▶ _Exercise description_: Take the records below and set down exactly the lines from the one with "ring dip: (1219, 890)" to the one with "middle tip: (71, 351)", ends included; do not copy the pictures.

***** Information given *****

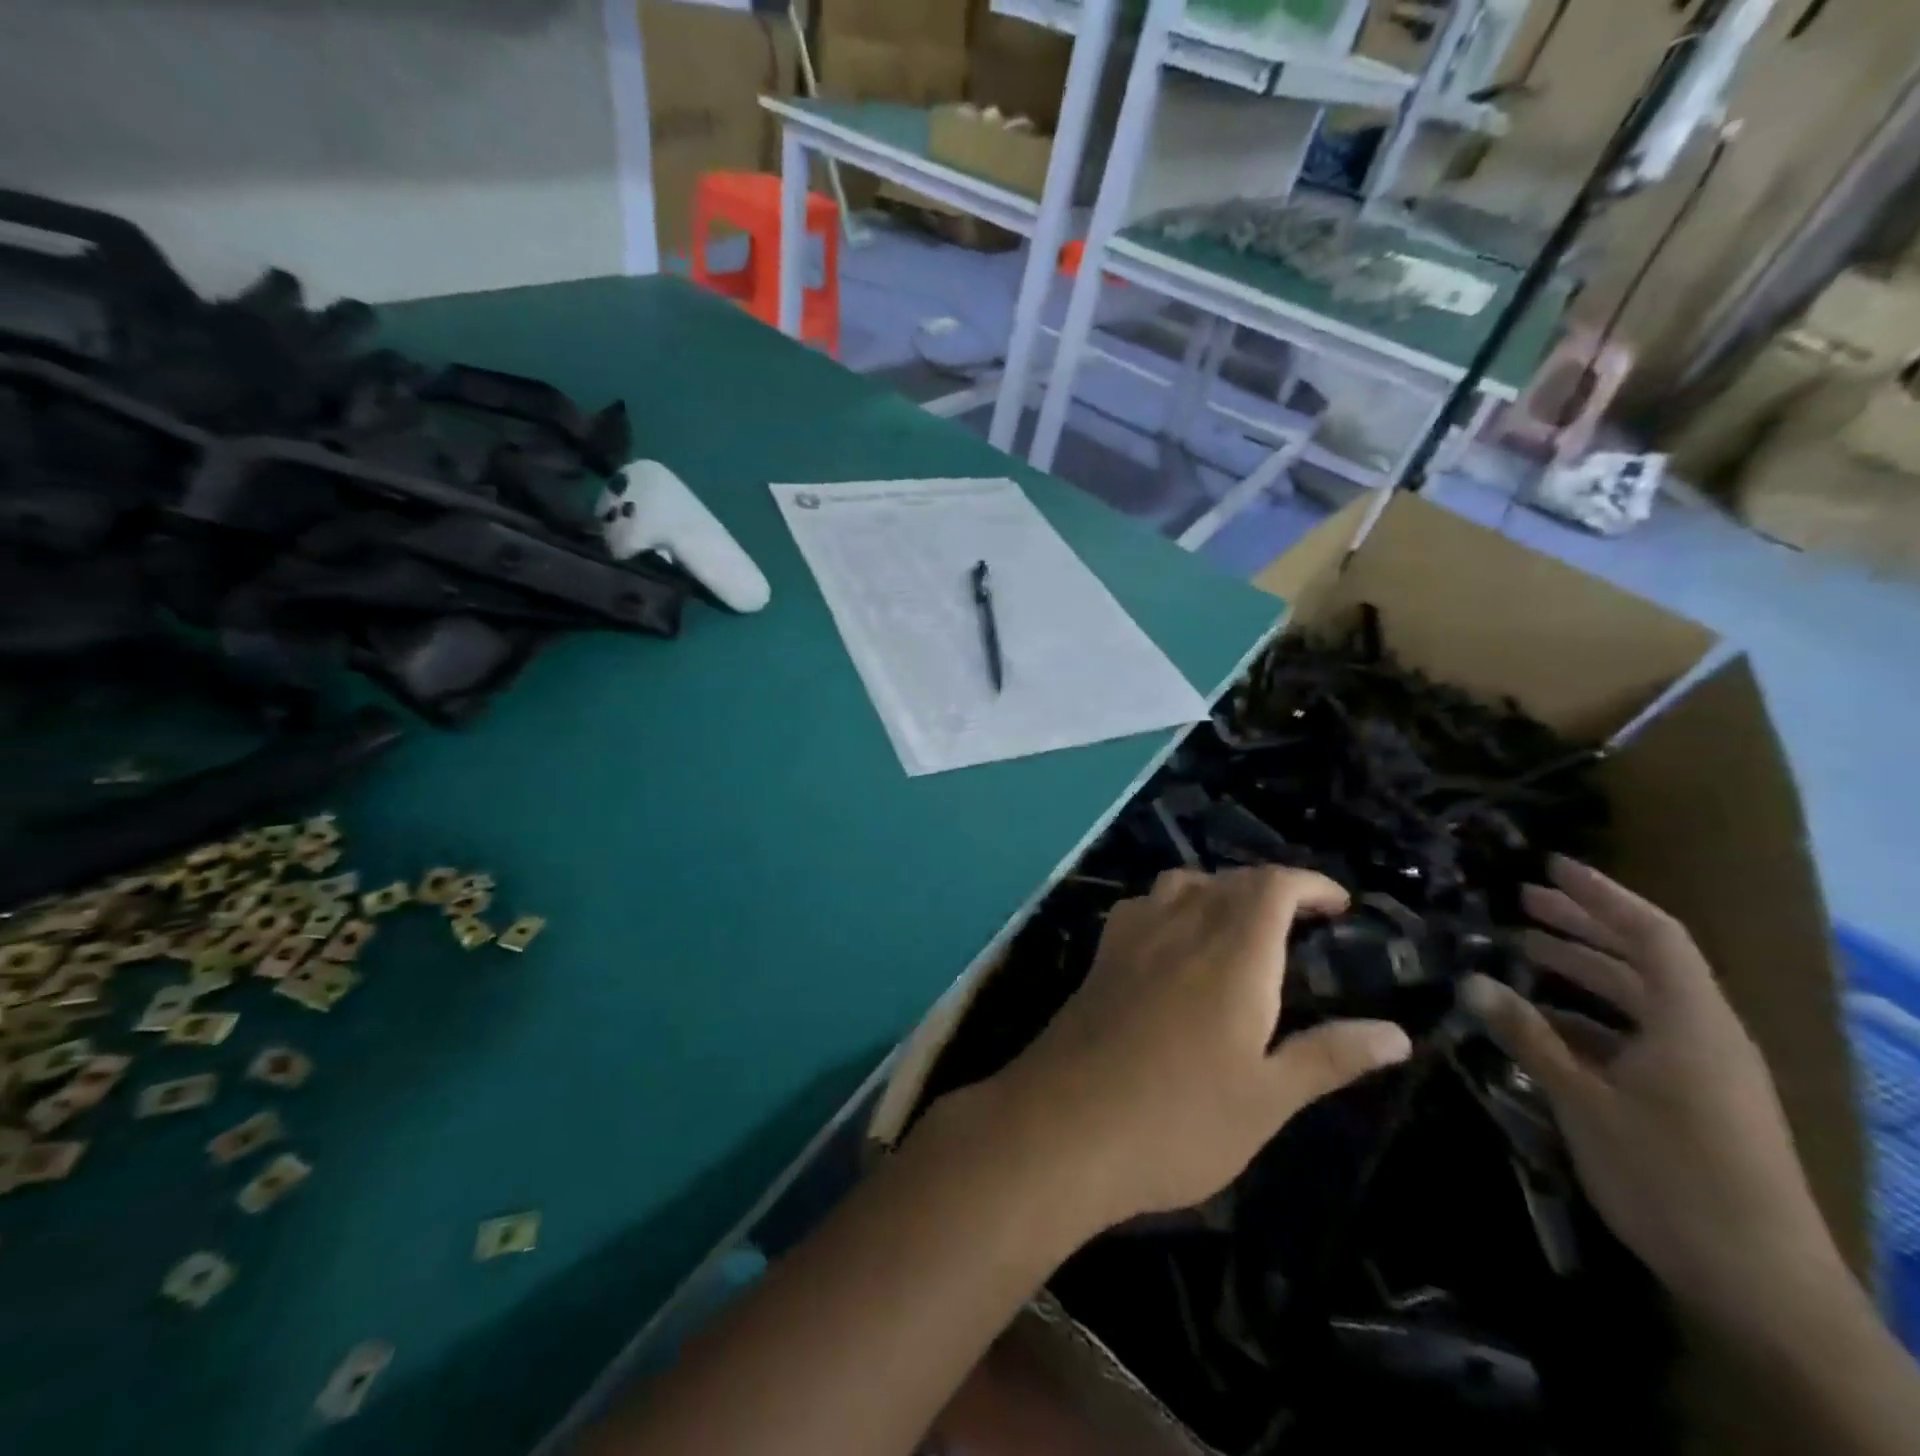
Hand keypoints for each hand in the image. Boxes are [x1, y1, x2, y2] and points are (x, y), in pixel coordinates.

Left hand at [977, 867, 1411, 1232]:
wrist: (1066, 1124)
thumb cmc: (1180, 1120)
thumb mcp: (1267, 1099)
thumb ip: (1329, 1056)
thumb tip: (1395, 1033)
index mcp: (1233, 953)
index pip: (1273, 885)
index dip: (1309, 883)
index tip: (1338, 905)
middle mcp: (1181, 927)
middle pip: (1230, 879)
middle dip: (1271, 888)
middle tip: (1301, 922)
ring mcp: (1133, 937)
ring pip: (1182, 883)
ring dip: (1219, 890)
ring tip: (1240, 927)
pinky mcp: (1101, 956)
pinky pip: (1143, 906)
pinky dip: (1172, 906)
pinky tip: (1174, 943)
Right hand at [1462, 857, 1845, 1328]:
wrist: (1763, 1287)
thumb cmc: (1671, 1178)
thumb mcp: (1584, 1102)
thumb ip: (1528, 1036)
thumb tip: (1472, 981)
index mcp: (1692, 1023)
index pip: (1652, 934)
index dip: (1601, 895)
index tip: (1549, 866)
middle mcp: (1704, 1035)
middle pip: (1644, 960)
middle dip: (1582, 926)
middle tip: (1520, 902)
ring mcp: (1703, 1071)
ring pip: (1639, 999)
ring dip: (1582, 972)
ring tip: (1522, 952)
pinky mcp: (1694, 1100)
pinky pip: (1637, 1037)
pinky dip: (1589, 1019)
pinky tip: (1542, 1025)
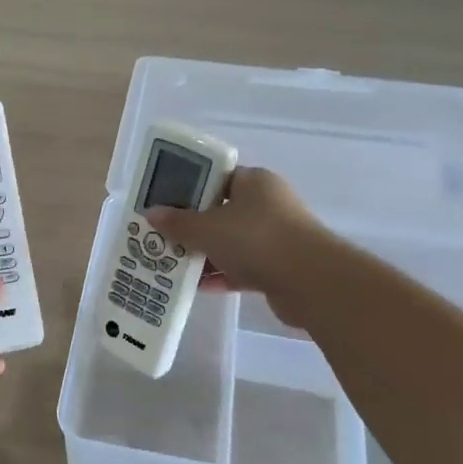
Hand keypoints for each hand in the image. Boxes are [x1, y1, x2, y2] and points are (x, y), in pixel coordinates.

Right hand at [145, 167, 336, 326]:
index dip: (188, 189)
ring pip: (231, 242)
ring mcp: (276, 237)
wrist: (311, 282)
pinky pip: (242, 267)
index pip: (216, 178)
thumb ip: (178, 222)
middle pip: (221, 211)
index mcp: (254, 182)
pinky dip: (222, 275)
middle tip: (163, 236)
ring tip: (172, 264)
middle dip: (192, 226)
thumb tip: (151, 214)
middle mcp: (267, 204)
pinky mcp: (279, 267)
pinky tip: (197, 286)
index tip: (164, 203)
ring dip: (205, 254)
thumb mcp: (207, 228)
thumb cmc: (256, 239)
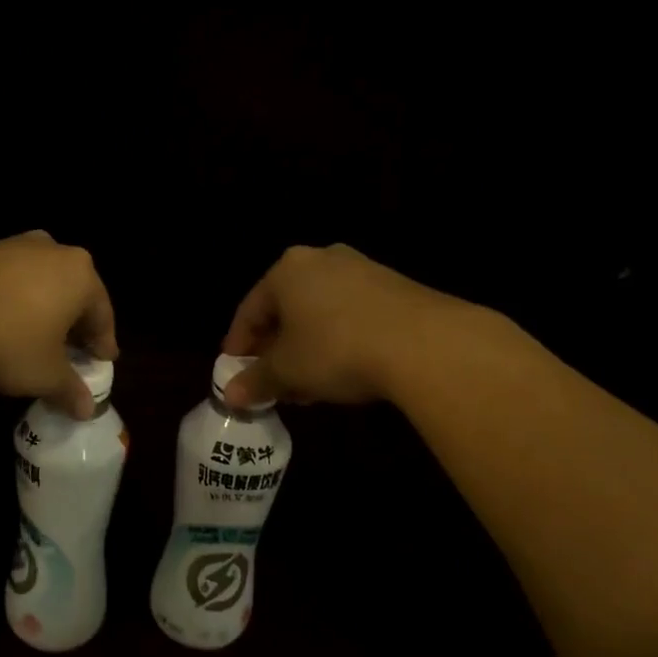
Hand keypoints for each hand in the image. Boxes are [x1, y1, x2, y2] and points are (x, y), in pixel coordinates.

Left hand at [0, 232, 117, 416]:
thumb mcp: (45, 374)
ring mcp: (9, 246)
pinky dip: (10, 302)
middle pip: (71, 292)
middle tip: (71, 351)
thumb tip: (87, 409)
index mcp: (79, 274)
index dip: (103, 341)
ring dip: (40, 310)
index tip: (103, 361)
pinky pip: (5, 281)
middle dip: (73, 323)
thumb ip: (70, 389)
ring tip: (34, 339)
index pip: (102, 313)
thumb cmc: (7, 342)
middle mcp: (50, 250)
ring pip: (37, 283)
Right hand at [219, 244, 474, 407]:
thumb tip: (230, 396)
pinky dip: (338, 342)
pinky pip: (351, 316)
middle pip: (286, 310)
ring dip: (307, 349)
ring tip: (306, 386)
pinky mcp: (395, 288)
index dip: (238, 345)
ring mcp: (362, 270)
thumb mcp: (287, 371)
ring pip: (319, 314)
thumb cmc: (336, 350)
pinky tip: (342, 373)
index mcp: (287, 270)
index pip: (250, 310)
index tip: (234, 372)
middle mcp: (322, 260)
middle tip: (271, 382)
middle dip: (275, 349)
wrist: (426, 344)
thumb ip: (255, 381)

*****

▶ _The completed task_:
ring dip: (1219, 890)
ring tip: (1240, 927)
pinky mcp: (1101, 956)
pinky pip: (1143, 906)
pinky dip: (1172, 906)
pinky tip: (1174, 943)
Right hand at [1462, 857, 1845, 1328]:
wrist: (1763, 1287)
thumb cmc: (1671, 1178)
thumb mcp: (1584, 1102)
thumb ip: (1528, 1036)
thumb tip: (1472, 981)
index mcp: (1692, 1023)
index pip: (1652, 934)
index dip: (1601, 895)
index tip: (1549, 866)
middle mcp: (1704, 1035)
middle pip: (1644, 960)
middle dip: (1582, 926)
middle tip: (1520, 902)
ring mcp: (1703, 1071)
ring pip: (1639, 999)
ring dip: (1582, 972)
ring tip: (1522, 952)
pinky mcp: (1694, 1100)
pinky pip: (1637, 1037)
pinky dip: (1589, 1019)
pinky tip: (1542, 1025)
Hand keypoints for each hand in the image. Boxes are [x1, y1, x2, y2] and points are (x, y), in pixel coordinates.

Right hand at [145, 167, 336, 326]:
index dip: (188, 189)
ring pip: (231, 242)
ring mcp: (276, 237)
wrist: (311, 282)
pinky pip: (242, 267)
index pip: (216, 178)
thumb ip: (178, 222)
middle pip: (221, 211)
index mcp: (254, 182)
pinky dip: (222, 275)
middle tip: (163, 236)
ring tip: (172, 264)
middle dip: (192, 226)
thumb tip: (151, 214)
middle mcp: (267, 204)
pinky mcp: (279, 267)
pinky tip: (197, 286)
index tip: (164, 203)
ring dip: (205, 254)
thumb mcp: (207, 228)
thumb cmc: (256, 239)
Hand keypoints for each hand in the image. Boxes are [x1, y1, x2, y2] and points are (x, y), in pixel coordinates.

Left hand at [0, 232, 117, 416]:
thumb mcp: (45, 374)
ring mcp: (9, 246)
pinky dip: (10, 302)
middle pip: (71, 292)
middle tip: (71, 351)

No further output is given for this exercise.